= Memphis Tigers men's basketball statistical leaders =

The Memphis Tigers men's basketball statistical leaders are individual statistical leaders of the Memphis Tigers men's basketball program in various categories, including points, rebounds, assists, steals, and blocks. Within those areas, the lists identify single-game, single-season, and career leaders. The Tigers represent the University of Memphis in the NCAA's American Athletic Conference.
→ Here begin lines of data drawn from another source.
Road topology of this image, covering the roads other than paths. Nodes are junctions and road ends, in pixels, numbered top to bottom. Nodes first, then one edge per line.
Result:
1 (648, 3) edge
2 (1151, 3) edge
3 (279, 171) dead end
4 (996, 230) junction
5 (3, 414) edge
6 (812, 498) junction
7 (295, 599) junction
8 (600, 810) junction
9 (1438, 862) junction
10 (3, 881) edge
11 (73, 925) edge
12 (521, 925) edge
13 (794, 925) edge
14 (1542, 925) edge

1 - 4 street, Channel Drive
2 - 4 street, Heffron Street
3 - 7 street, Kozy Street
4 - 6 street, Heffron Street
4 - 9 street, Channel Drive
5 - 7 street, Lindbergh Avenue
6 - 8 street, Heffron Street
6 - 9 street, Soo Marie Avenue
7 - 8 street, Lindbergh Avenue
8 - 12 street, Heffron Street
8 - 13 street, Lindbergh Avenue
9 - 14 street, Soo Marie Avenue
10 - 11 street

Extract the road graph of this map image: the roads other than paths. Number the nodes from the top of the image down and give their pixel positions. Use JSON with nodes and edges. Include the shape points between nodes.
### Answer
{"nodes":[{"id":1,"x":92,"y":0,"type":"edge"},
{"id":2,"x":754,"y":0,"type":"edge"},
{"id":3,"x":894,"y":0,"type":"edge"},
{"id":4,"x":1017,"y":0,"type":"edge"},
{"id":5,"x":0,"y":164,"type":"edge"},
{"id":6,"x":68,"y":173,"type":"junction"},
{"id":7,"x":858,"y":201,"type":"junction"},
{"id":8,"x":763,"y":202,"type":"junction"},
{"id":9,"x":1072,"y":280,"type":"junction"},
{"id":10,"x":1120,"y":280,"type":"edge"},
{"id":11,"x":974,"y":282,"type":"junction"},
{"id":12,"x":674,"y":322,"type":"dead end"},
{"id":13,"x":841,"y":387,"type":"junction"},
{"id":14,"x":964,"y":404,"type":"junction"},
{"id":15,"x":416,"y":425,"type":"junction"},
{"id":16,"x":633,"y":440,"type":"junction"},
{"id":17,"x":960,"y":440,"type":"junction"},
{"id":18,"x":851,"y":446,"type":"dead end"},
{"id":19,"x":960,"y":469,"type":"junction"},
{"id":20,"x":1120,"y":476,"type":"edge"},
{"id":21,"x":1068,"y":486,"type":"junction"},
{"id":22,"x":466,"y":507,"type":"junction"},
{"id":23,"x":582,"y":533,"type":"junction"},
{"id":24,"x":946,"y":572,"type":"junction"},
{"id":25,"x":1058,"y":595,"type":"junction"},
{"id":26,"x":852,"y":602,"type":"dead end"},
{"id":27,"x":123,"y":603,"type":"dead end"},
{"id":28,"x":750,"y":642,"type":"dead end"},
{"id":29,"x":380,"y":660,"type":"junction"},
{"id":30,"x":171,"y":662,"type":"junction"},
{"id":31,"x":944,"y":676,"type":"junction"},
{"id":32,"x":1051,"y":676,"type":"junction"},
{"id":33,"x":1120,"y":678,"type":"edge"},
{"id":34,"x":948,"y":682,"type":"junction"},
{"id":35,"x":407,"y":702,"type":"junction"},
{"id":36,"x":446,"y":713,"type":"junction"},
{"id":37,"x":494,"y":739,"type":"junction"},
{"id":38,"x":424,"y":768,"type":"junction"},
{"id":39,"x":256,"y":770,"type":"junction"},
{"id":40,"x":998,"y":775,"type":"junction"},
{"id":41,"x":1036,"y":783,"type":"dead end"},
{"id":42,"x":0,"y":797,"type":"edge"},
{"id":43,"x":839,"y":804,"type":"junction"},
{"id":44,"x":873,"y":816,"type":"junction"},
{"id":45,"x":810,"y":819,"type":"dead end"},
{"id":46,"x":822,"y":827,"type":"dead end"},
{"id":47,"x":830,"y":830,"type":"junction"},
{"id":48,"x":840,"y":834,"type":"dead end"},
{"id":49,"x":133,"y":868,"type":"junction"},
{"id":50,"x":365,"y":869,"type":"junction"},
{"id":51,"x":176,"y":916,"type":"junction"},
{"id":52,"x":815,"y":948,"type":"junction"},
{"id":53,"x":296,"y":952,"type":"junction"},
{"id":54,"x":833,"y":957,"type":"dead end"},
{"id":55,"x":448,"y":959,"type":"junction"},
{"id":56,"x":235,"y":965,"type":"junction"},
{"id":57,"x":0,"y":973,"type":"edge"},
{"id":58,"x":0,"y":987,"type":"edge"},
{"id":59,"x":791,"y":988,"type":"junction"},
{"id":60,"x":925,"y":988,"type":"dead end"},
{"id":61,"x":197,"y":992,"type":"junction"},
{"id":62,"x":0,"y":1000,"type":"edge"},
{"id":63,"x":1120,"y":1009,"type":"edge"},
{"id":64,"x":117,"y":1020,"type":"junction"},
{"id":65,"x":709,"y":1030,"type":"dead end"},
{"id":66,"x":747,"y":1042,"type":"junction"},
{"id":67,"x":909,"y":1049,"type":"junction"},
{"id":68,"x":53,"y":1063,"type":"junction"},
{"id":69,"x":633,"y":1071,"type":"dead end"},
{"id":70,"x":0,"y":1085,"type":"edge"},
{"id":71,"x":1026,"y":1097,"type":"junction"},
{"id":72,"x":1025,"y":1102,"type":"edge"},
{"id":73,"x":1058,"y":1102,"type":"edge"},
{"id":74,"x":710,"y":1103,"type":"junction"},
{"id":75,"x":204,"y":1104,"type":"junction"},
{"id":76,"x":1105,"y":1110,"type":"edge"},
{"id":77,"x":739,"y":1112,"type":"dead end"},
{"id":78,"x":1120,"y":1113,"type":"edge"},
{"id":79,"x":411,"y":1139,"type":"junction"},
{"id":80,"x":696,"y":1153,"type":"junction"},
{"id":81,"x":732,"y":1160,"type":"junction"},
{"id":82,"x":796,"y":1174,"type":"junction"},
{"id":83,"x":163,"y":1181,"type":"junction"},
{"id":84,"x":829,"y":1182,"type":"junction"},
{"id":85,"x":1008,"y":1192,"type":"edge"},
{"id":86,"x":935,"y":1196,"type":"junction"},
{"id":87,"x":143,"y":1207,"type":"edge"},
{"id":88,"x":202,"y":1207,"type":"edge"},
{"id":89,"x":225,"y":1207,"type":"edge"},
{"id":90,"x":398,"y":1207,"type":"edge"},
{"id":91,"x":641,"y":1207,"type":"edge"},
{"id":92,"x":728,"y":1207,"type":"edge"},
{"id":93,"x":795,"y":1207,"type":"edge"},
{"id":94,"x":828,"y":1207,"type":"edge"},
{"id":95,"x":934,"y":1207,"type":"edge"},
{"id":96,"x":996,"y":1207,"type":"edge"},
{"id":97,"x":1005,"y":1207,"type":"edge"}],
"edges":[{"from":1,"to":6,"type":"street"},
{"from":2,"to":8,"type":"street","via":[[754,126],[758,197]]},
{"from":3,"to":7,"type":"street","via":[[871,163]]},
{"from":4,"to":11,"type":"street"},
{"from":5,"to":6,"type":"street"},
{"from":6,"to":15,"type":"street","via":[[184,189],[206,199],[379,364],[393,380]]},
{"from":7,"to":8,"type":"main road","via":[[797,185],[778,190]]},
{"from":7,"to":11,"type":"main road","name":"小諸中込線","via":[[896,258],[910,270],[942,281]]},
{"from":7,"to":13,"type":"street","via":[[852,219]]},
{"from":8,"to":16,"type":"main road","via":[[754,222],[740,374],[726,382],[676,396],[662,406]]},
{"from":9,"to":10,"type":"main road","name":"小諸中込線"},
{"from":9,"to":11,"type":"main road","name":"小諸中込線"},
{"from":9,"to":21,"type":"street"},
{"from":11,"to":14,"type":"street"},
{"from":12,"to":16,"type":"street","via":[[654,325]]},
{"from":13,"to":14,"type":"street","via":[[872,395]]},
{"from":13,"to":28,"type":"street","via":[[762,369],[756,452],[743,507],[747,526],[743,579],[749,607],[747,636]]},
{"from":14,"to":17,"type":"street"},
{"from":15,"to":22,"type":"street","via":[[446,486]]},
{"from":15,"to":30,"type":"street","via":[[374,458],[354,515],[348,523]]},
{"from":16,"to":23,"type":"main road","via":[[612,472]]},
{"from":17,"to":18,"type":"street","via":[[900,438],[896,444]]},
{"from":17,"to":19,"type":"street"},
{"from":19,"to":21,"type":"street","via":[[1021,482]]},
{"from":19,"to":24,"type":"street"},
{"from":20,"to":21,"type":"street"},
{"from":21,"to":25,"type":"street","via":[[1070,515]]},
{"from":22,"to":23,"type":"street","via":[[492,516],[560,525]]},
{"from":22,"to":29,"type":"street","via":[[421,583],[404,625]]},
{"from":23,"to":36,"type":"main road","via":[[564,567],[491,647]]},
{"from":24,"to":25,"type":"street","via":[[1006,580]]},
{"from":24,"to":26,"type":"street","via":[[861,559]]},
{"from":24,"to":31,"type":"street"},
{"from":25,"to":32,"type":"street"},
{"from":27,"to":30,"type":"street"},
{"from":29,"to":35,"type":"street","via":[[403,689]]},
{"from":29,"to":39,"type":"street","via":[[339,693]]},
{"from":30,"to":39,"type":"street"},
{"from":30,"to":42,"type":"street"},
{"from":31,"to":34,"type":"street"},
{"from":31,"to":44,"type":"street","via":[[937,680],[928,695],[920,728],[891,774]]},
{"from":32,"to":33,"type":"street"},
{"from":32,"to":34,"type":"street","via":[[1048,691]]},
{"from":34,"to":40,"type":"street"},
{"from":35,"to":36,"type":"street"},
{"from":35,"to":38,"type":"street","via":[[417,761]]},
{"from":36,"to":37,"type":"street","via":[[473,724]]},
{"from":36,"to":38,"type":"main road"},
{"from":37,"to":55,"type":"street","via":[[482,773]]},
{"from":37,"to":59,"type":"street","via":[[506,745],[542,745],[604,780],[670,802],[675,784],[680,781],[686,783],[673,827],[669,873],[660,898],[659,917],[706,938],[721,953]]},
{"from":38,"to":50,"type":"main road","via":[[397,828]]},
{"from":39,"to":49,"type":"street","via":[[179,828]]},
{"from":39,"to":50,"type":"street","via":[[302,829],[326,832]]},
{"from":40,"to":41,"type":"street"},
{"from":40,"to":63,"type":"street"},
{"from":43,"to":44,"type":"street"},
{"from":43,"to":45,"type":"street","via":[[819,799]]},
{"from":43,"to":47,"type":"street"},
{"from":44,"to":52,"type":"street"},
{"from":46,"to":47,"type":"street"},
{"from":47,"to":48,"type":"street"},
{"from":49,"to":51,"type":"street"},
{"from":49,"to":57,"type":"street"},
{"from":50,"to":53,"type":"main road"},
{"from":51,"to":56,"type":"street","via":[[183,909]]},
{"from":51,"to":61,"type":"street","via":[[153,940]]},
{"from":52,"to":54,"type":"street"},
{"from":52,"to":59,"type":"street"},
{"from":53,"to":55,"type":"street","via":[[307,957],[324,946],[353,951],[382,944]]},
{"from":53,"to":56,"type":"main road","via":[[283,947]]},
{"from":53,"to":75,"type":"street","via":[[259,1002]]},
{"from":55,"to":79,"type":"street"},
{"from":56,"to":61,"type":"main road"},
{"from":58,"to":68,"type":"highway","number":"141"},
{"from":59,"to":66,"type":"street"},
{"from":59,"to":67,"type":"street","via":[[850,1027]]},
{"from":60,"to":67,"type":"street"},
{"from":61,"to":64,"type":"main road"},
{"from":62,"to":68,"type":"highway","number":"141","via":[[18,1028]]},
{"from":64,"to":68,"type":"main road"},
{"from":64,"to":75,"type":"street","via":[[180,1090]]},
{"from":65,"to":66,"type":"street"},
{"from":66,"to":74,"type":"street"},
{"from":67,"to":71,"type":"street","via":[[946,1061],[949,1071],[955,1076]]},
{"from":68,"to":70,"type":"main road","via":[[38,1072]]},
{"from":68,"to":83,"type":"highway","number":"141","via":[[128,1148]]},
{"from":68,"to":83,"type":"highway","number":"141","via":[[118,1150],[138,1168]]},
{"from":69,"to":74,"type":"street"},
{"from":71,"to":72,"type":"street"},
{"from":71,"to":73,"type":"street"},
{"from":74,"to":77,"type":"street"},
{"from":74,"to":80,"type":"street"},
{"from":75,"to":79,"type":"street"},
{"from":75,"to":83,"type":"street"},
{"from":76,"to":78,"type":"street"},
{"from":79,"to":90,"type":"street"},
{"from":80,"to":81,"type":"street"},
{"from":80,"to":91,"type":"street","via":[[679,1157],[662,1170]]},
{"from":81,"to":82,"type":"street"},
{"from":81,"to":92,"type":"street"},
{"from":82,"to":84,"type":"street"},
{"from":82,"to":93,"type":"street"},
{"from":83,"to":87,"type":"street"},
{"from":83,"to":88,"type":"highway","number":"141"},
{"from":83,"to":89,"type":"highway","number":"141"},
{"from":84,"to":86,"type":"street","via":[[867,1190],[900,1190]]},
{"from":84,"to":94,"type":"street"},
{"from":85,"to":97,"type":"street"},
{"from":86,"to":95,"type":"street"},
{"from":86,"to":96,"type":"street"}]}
Memphis began competing in intercollegiate basketball in 1920. However, the school's record book does not generally list records from before the 1950s, as records from before this period are often incomplete and inconsistent. Since scoring was much lower in this era, and teams played much fewer games during a typical season, it is likely that few or no players from this era would appear on these lists anyway.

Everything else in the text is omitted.